CfP: Shades of Red in the 20th Century in Russia and Europe

This call for paper solicits chapter proposals to complete a collection of original research papers on the topic “Shades of Red in the 20th Century in Europe and Russia.” Socialism and communism are still too often reduced to stereotypical models like the Western welfare state or the Stalinist state, thus obscuring their plurality and diversity. This volume aims to uncover forgotten or overlooked experiences, movements, organizations, parties, factions, practices, events, activists, theorists, and theories, or develop new perspectives on better-known topics in order to show the whole spectrum of the shades of red that spread over Europe and Russia in the 20th century. See below for a detailed presentation of the topic.

The following topics are especially welcome:
New interpretations of/perspectives on the Russian Revolution
International perspectives on the Russian Revolution
Socialism and Communism in the “peripheries”
Socialism, Communism and race
Left factions/ultra-Left groups/groupuscules
Women
Youth
The Internationals/international networks
Thinkers/activists
Anarcho-communism
Socialist/communist civic or cultural organizations
Grassroots movements
Thinkers or activists
Councils
Communists or (Left) socialist parties in the West in the post-1945 era
Models/countries in the Eastern Bloc
Guidelines for chapter proposals

The planned chapters must present original research and not have been previously published in English or another language. Potential authors are academics holding a Ph.D. or graduated students.
Submissions must contain (please send all documents in Word format): A detailed preview of the planned chapter (5-6 pages), including references and footnotes. (The chapters will be around 8000-9000 words long.)
Please also include in a single file: (page 1) Identification: Name, job title, affiliation, institutional address, work phone number, home address, home phone number, e-mail address
(page 2) Short biography mentioning professional information relevant to the publication (as previous publications, teaching/research experience)
Please send all material by Monday, March 4, 2024 to the attention of Dr. Marie-Josée Lavallée
(Department of History, University of Montréal, Montréal, Québec, Canada) at marie josee.lavallee@umontreal.ca

Detailed presentation of the topic

Socialism and communism were radical democratic projects that aimed to provide a comprehensivesolution to the economic, political, and social issues brought about by the fast development of
industrial and finance capitalism in the 19th century against the background of the rise of mass society. These projects put forward a vision of the common good championing universal equality,
freedom, and social justice, whose flourishing would result from a revolution overthrowing capitalism and establishing collective property and people’s self-government and self-management.
Today, however, socialism and communism are discarded as failed ideologies and reduced to the paradigmatic forms they embodied in history. Socialism is lowered to the welfare state, which
resulted from the socialist compromise with capitalism and the ruling classes and which fed itself on neocolonialism and neoimperialism. Such a version of socialism dragged it far away from its
original commitment to overcome capitalism and empower the proletariat and failed to transform social relations: the Keynesian moment was short-lived and did not transform social relations.
Communism also turned its back on this ideal, but even worse, it morphed early on into one-party systems that created authoritarian, centralized, repressive, police, and even dictatorial states that allowed for new class privileges rather than abolishing them. While these failures are undeniable, bounding our appraisal of socialism and communism to them made us forget that they were radical democratic projects and encompassed a diversity of practices and theories. The fact that socialism and communism are widely used as defamatory etiquettes in the political and popular discourse obstructs our gaze further.
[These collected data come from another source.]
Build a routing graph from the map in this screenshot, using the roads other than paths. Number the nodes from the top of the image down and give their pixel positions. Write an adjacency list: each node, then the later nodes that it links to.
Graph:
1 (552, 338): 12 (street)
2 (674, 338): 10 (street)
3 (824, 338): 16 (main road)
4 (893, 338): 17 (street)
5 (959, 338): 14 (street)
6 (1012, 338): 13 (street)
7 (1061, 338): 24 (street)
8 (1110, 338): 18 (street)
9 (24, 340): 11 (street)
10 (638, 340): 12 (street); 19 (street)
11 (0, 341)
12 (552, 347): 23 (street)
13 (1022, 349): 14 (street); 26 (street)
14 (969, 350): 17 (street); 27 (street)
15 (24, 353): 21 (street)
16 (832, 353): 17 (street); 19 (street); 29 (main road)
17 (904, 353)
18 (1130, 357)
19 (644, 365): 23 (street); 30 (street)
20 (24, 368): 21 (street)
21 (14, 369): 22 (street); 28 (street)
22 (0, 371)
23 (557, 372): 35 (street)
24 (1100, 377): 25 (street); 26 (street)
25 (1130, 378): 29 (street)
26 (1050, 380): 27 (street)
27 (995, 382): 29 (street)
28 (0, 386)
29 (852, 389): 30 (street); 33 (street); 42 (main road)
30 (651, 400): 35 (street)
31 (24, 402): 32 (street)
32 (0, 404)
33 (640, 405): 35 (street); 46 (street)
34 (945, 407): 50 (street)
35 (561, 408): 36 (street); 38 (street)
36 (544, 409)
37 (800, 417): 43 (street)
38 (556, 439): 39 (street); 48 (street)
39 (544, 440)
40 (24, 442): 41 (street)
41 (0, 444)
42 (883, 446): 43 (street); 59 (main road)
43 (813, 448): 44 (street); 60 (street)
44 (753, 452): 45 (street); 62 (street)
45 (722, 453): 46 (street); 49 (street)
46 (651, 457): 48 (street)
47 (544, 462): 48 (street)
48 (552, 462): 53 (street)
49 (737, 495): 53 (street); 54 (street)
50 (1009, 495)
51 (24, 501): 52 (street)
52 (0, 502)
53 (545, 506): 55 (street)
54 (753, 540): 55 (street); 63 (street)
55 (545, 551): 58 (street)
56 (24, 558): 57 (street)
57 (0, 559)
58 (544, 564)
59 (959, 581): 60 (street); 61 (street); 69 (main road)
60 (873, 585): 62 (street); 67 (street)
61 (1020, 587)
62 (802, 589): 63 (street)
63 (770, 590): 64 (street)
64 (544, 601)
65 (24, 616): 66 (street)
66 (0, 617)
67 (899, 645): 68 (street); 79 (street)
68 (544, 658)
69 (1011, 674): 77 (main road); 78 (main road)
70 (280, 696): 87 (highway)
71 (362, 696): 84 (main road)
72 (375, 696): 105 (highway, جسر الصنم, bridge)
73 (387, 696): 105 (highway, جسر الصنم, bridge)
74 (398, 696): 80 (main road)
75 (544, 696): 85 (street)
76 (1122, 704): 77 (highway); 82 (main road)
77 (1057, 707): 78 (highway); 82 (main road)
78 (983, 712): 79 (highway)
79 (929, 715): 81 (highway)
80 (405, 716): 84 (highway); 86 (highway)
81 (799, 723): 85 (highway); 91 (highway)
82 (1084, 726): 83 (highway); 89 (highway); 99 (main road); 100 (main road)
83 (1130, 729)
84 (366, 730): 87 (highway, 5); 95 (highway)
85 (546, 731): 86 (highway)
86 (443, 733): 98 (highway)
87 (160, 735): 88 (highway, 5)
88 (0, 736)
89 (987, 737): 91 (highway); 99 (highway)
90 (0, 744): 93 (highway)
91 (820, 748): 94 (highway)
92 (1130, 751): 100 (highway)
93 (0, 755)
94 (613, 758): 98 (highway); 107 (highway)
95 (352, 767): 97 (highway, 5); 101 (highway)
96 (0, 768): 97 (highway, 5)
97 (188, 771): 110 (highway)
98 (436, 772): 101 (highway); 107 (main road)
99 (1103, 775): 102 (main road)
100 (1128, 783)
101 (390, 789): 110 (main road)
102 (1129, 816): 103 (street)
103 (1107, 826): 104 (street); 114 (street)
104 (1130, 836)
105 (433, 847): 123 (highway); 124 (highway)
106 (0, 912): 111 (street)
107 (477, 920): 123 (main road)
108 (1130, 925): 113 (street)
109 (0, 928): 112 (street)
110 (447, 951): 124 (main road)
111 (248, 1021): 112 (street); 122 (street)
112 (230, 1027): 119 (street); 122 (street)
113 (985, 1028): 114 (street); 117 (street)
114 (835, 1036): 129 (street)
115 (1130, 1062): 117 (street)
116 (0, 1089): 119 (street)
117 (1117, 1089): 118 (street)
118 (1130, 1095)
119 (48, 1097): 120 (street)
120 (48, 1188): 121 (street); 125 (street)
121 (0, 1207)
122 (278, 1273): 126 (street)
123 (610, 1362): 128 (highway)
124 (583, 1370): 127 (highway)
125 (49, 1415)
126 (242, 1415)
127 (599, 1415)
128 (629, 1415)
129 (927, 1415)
Interrogating the movements, organizations, parties, factions, practices, events, activists, theorists,and theories contesting mainstream socialism and communism, which often flourished out of a
refusal to endorse the latter’s perceived renunciation of the emancipatory projects they put forward, provides a privileged vantage point to rediscover the radical democratic nature and the
plurality of these ideological political complexes. Unnumerable men, women, and young people who struggled to build an egalitarian, free, and just society for all did not endorse all the practical
and theoretical twists and turns of mainstream socialism and communism in their historical deployment. Their oppositional stance marginalized them and sometimes exposed them to
repression and purges within their own ranks, often costing them their freedom and, sometimes, their lives. Also, many experiences and theories diverging from the dominant currents of
communism and socialism, and others that developed in the margins, namely, in the “peripheries” or among minority groups, have flourished throughout the 20th century.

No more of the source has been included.